Jackson, 54, Diné, learned he was being considered for the appointment in January, shortly after being elected to a second term in the Arizona State Senate.

He vacated his seat to start the new position in July, leaving a controversy in his wake as state Rep. Albert Hale (D-St. Michaels) challenged the appointment of Carlyle Begay as Jackson's replacement. Hale claims Begay lives in Gilbert, Ariz., which is outside the district he is representing, while Begay says he has always maintained a residence in Ganado, which he is now occupying full-time.

As for Jackson, he's staying out of the fray and focusing on his new job, which has a high learning curve considering it's a brand new position.

"The position was created as part of the (State) department's response to the President's objective to establish regular and meaningful consultation with tribal officials," explained Jackson, who is Tó’áhaní (Near the Water) born for Kinyaa'áanii (Towering House).

The advisory position falls under the Bureau of Oceans and International Environmental and Scientific Affairs, part of the State Department's Office of Environmental and Scientific Affairs.

"I'm responsible for advising the bureau and the (State) department" on matters involving Native American tribes, Jackson said.

Included in that might be compliance with the Native American Grave Protection and Repatriation Act, the National Historic Preservation Act, protecting sacred sites, and projects that may cross tribal lands, such as the Keystone Pipeline.


"I (also) expect to be working on broad policy issues," Jackson said, "such as policy support for the (United Nations) Declaration on the Rights of Indigenous People."

Jackson is no stranger to his new home, Washington, D.C. After graduating from law school in 1989, he worked at the Navajo Nation Washington Office, then the National Indian Education Association and the National Congress of American Indians before returning to Arizona, where he served in both the house of representatives and the senate and was the executive director of the Arizona Commission on Indian Affairs.

"I spent 12 years in Washington and 12 years in Arizona," Jackson said. "I seem to be on a 12-year cycle."

He said he has spent the last seven weeks settling in at State, traveling to events and making contacts. Most recently he was in Montana for a meeting of the National Association of Tribal Historic Preservation Officers, and plans to attend NCAI's meeting in Tulsa, Okla., in October.

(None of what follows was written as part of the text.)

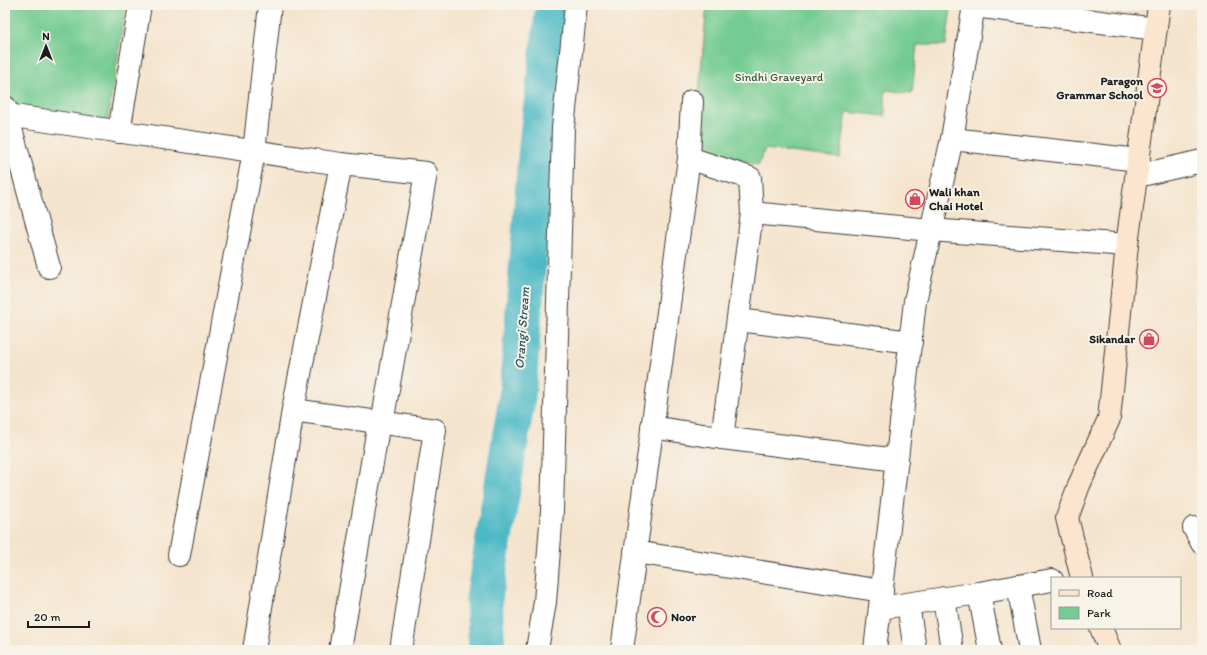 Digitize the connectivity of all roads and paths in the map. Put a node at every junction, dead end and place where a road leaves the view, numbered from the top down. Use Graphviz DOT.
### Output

Jackson said he was "very honored" to be appointed to his new position.

"It's my hope that I will able to strengthen the Administration's commitment to regular and meaningful consultation with tribal leaders," he said. "I hope I will be able to make sure those tribal leaders have a seat at the table."

And, while he's happy to be back in Washington, he does miss the rez.

"If I were there, I'd be riding my horse in the (Navajo Nation Fair) parade," he said last Thursday. "I'll be there in spirit."